### Exercise objective
Would you please copy every line below that includes the string "nodes"?

Dataset entries
-.-.-

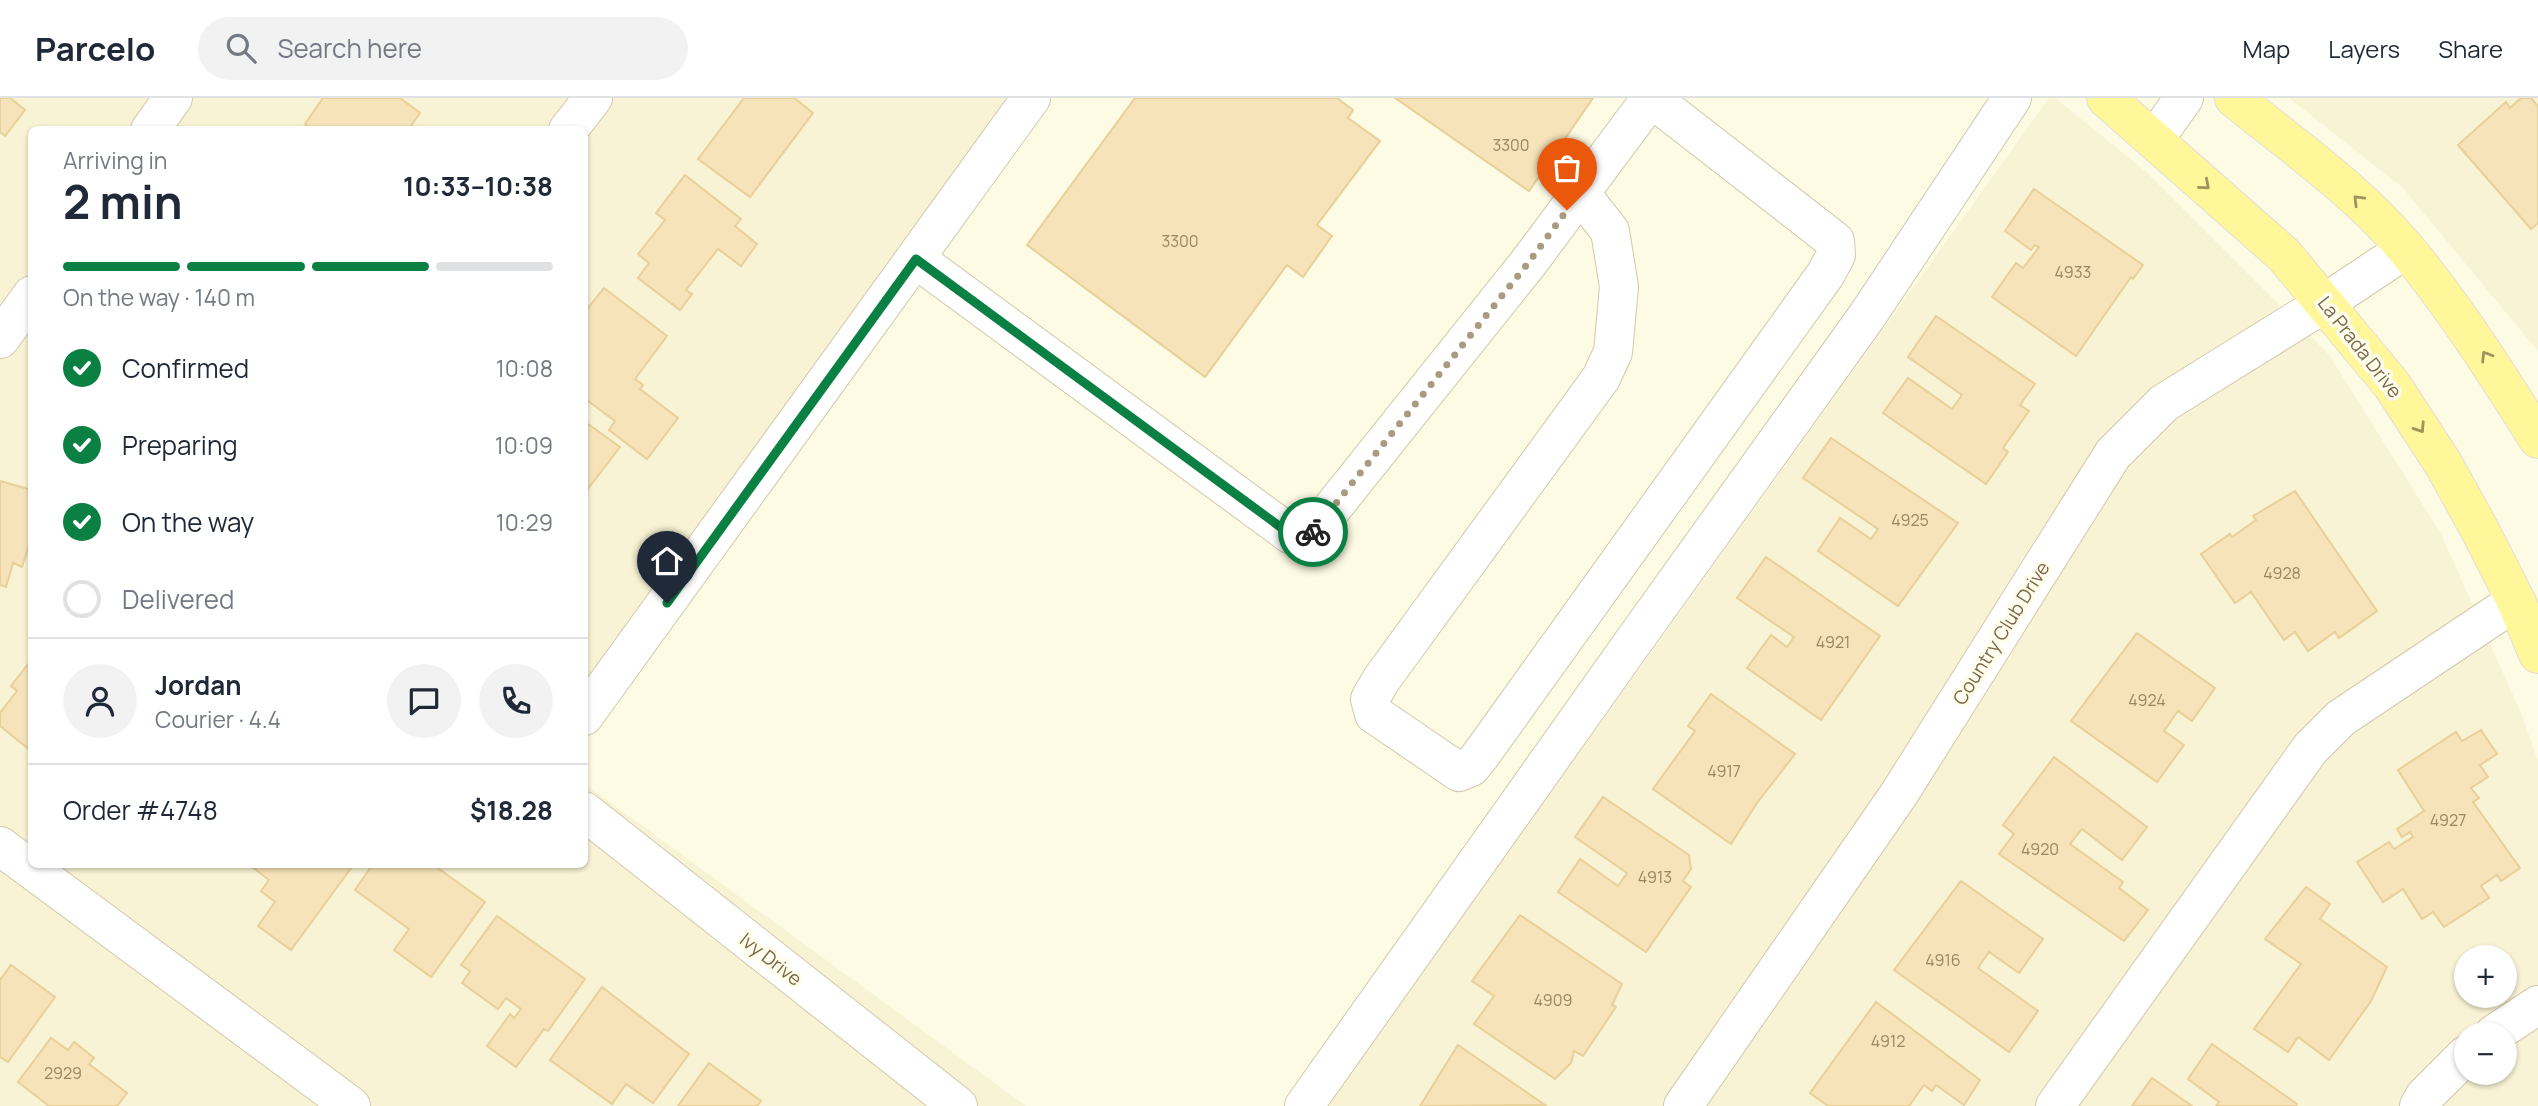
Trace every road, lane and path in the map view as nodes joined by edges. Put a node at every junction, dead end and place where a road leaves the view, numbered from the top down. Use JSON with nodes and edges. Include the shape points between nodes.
{"nodes":[{"id":1,"x":173,"y":98,"type":"edge"},
{"id":2,"x":593,"y":98,"type":"edge"},
{"id":3,"x":1031,"y":98,"type":"edge"},
{"id":4,"x":1651,"y":98,"type":"edge"},
{"id":5,"x":2012,"y":98,"type":"edge"},
{"id":6,"x":2106,"y":98,"type":"edge"},
{"id":7,"x":2184,"y":98,"type":"edge"},
{"id":8,"x":2234,"y":98,"type":"edge"},
{"id":9,"x":153,"y":126,"type":"edge"},
{"id":10,"x":571,"y":126,"type":"edge"},
{"id":11,"x":2154,"y":140,"type":"junction"},
{"id":12,"x":1580,"y":193,"type":"junction"},
{"id":13,"x":2406,"y":248,"type":"junction"},
{"id":14,"x":916,"y":259,"type":"junction"},
{"id":15,"x":28,"y":300,"type":"edge"},
{"id":16,"x":2325,"y":303,"type":"junction"},
{"id":17,"x":0,"y":339,"type":"edge"},
{"id":18,"x":2538,"y":439,"type":"edge"},
{"id":19,"x":2516,"y":601,"type":"junction"},
{"id":20,"x":2538,"y":654,"type":"edge"},
{"id":21,"x":588,"y":710,"type":"edge"},
{"id":22,"x":588,"y":814,"type":"edge"},
{"id":23,"x":0,"y":846,"type":"edge"},
{"id":24,"x":28,"y":867,"type":"edge"},
{"id":25,"x":30,"y":868,"type":"edge"},
{"id":26,"x":2538,"y":1005,"type":"edge"},
{"id":27,"x":2512,"y":1022,"type":"edge"},
{"id":28,"x":2454,"y":1067,"type":"edge"},
{"id":29,"x":351,"y":1106,"type":"edge"},
{"id":30,"x":958,"y":1106,"type":"edge"},
{"id":31,"x":1304,"y":1106,"type":"edge"},
{"id":32,"x":1683,"y":1106,"type":"edge"},
{"id":33,"x":2055,"y":1106,"type":"edge"},
{"id":34,"x":2419,"y":1106,"type":"edge"}],
"edges":[{"from":1,"to":9,"type":"street"},
{"from":2,"to":10,"type":"street"},
{"from":3,"to":14,"type":"street"},
{"from":4,"to":12,"type":"street"},
{"from":4,"to":12,"type":"street","via":[[1835,241],[1836,255],[1480,756],[1471,767],[1458,772],[1374,714],[1370,699],[1601,378],[1613,352],[1619,287],[1610,231]]},
{"from":5,"to":31,"type":"street","via":[[1867,316]]},
{"from":6,"to":11,"type":"main road","name":"La Prada Drive"},
{"from":7,"to":11,"type":"street"},
{"from":13,"to":8,"type":"main road","one_way":true,"via":[[2352,194]]},
{"from":11,"to":16,"type":"main road","name":"La Prada Drive","one_way":true,"via":[[2284,255]]},
{"from":12,"to":14,"type":"street","via":[[1310,536],[1301,540]]},
{"from":13,"to":16,"type":"street","name":"Country Club Drive"},
{"from":18,"to":13,"type":"main road","one_way":true,"via":[[2476,339]]},
{"from":14,"to":21,"type":"street"},
{"from":15,"to":17,"type":"street"},
{"from":16,"to":19,"type":"main road","name":"La Prada Drive","one_way":true,"via":[[2392,385],[2444,465]]},
{"from":16,"to":32,"type":"street","name":"Country Club Drive","via":[[2164,403],[2113,454],[1899,794]]},
{"from":19,"to":20,"type":"main road","name":"La Prada Drive"},
{"from":19,"to":33,"type":"street","via":[[2341,718],[2310,749]]},
{"from":22,"to":30,"type":"street","name":"Ivy Drive"},
{"from":23,"to":24,"type":"street"},
{"from":25,"to":29,"type":"street"},
{"from":26,"to":27,"type":"street"},
{"from":28,"to":34,"type":"street"}]}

-.-.-

### Task solution
Trace every road, lane and path in the map view as nodes joined by edges. Put a node at every junction, dead end and place where a road leaves the view, numbered from the top down. Use JSON with nodes and edges. Include the shape points between nodes.
{"nodes":[{"id":1,"x":173,"y":98,"type":"edge"},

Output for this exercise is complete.